Sermon outline

‘Commitment for Life’ – three words that to many people simply mean the United Reformed Church’s world development programme. But if you met those words outside of that context, most of us would probably run a mile. Who wants to be committed to something for life? No right thinking advertiser would think of that for a slogan. They would certainly go for something very different. No-one wants to be committed for life.

In the world of fund-raising these days you would be thought foolish if you try to sign anyone up to something that was going to be a lifetime commitment. Better to suggest they send a quick text and give £5. Quick and easy, and you will hardly notice the difference. Or perhaps you could do something exciting, a once in a lifetime opportunity to free-fall from an aeroplane or abseil down the church tower. It’ll be a day to remember, and you’ll be famous for a moment, but then it will be over. Or you could sign up for one of our crowdfunding projects – just this once, just for a week, or just a season.

And of course every gift to the poor, every action taken to make the world a better place, is worth while – and even the tiniest gift can have a huge impact. But, what does it really take to change the world, and to change it for good, to make a change that we will notice in our lifetimes? It takes a commitment and it takes our whole lives. It takes people who will say, ‘I will give whatever it takes as long as it takes to make a real difference. I’ll give now and next week and every week I draw breath and when I die you will find that in my will there’s another gift. And I will give because I’m committed to Jesus Christ who said that the poor would find blessing, and I know that with my whole life and all I am ever given I need to help bring that blessing’.

Commitment for Life is one of the most counter-cultural statements that our church has ever made. It runs counter to the way most expert fundraisers think you should do it. It runs counter to the way we do things now mostly in church. It runs counter to what most people say is the best we can expect of others or ourselves. And yet, it is profoundly Gospel. Jesus gave his life for God’s people. And Jesus asks of us our whole lives. And the amazing thing is, when you follow Jesus Christ, when you see what God has done in him, then making a commitment for life does not seem strange at all, just the natural way to respond to God’s grace.

One of the most striking pieces in the Bible is the commitment that Ruth made to Naomi. Nobody could have expected a Gentile girl to stay with her mother-in-law after they had both been widowed, to go to what was for her a foreign land and to stick with her new family. No-one could have expected that. Not even Naomi expected that. She assumed that now things were different, now the good days were over, that Ruth would go back where she came from. Naomi even told her that she didn’t expect her to follow – that it was quite understandable if she wanted to leave. But then, in poetry to rival Shakespeare, Ruth says

Where you go, I will go;

where you lodge, I will lodge;

your people shall be my people,

and your God my God.

Where you die, I will die—

there will I be buried.

People have seen these words as models for the deepest kind of human love and commitment ever since. They’ve been read at weddings and blessings, at baptisms and ordinations, at confirmations and bar mitzvahs. These words are all the more powerful because they are counter-cultural. In a world where we are encouraged to make our own way, in a world where we’re encouraged not to ‘over commit’, in a world afraid of giving away too much, these words say something simply and absolutely stunning.

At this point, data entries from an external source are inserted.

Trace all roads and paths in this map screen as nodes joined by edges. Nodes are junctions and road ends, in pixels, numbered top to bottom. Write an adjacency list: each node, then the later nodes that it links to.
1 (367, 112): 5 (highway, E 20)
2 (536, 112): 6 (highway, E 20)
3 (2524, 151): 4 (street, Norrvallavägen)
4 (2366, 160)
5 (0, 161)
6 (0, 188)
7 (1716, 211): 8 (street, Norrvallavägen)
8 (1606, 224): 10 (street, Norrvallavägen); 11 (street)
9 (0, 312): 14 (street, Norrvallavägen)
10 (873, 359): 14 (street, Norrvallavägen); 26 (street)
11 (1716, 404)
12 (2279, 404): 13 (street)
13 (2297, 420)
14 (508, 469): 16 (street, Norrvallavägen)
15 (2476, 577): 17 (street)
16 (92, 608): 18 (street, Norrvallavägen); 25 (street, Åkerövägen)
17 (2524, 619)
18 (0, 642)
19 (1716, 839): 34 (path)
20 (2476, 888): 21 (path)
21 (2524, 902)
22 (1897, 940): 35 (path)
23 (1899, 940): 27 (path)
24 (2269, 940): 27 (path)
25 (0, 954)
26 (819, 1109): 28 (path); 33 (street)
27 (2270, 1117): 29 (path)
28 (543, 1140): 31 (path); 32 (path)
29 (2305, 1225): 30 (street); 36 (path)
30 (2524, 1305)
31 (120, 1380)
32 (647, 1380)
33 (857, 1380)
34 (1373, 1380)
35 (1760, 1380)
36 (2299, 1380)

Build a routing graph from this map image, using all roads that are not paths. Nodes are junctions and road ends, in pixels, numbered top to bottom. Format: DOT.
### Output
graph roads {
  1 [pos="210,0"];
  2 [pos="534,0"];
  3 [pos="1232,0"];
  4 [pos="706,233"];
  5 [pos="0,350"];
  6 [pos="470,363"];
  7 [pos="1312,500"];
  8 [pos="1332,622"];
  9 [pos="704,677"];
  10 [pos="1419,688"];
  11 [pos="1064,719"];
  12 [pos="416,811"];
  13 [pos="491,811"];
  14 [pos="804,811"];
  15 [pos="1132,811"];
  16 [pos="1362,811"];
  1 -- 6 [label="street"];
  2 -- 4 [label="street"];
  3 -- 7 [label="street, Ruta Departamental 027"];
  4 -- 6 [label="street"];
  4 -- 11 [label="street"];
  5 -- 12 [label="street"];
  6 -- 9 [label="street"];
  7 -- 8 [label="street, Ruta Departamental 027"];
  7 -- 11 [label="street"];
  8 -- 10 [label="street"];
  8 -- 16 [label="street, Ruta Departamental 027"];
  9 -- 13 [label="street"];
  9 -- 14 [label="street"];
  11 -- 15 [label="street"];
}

And of course commitment of this kind is so wonderful because of what it can do. Knowing that God is committed in love to us transforms our lives. Giving our commitment to others can transform us and the lives of others too. Commitment for life can set any of us free to grow and flourish in ways that the fragile uncertainties of this world cannot.

The Commitment for Life programme has been a wonderful way in which the United Reformed Church has said we are committed to ending poverty. We will keep on giving, in a sustained, predictable and committed way, for the sake of those whose lives might be transformed. You might say, ‘It’s not the most exciting way of giving’. You might say, ‘It’s not quite so much fun as the occasional bungee jump’. You might think it’s rather pedestrian – just promising to keep on giving, predictably, boringly, reliably… But it’s this kind of giving that is most effective in overcoming poverty. And that, after all, is what Jesus calls us to do.

There’s a theologian called James Alison who says that sometimes people complain that Christian worship, and even Christianity itself, is boring. But he says that actually that’s part of the truth of it. Being a Christian is about knowing that God is with us for the long term, and that we are in this too, for all our days, just quietly, determinedly, and faithfully, getting on with it. It’s a commitment for life and being a Christian is about learning how to live in that confident, patient and loved place.

The United Reformed Church is a small church. But we have much to celebrate. And one thing we must celebrate is our commitment to overcoming poverty. We have been brave, over twenty-five years, in giving and campaigning in a sustained, reliable and counter-cultural way, for the life of the world. Jesus promised to be with us ‘to the end of the age’. Our promise to the poor is that we will be with you, and we will be committed to transforming the world, until the end of our days. What else?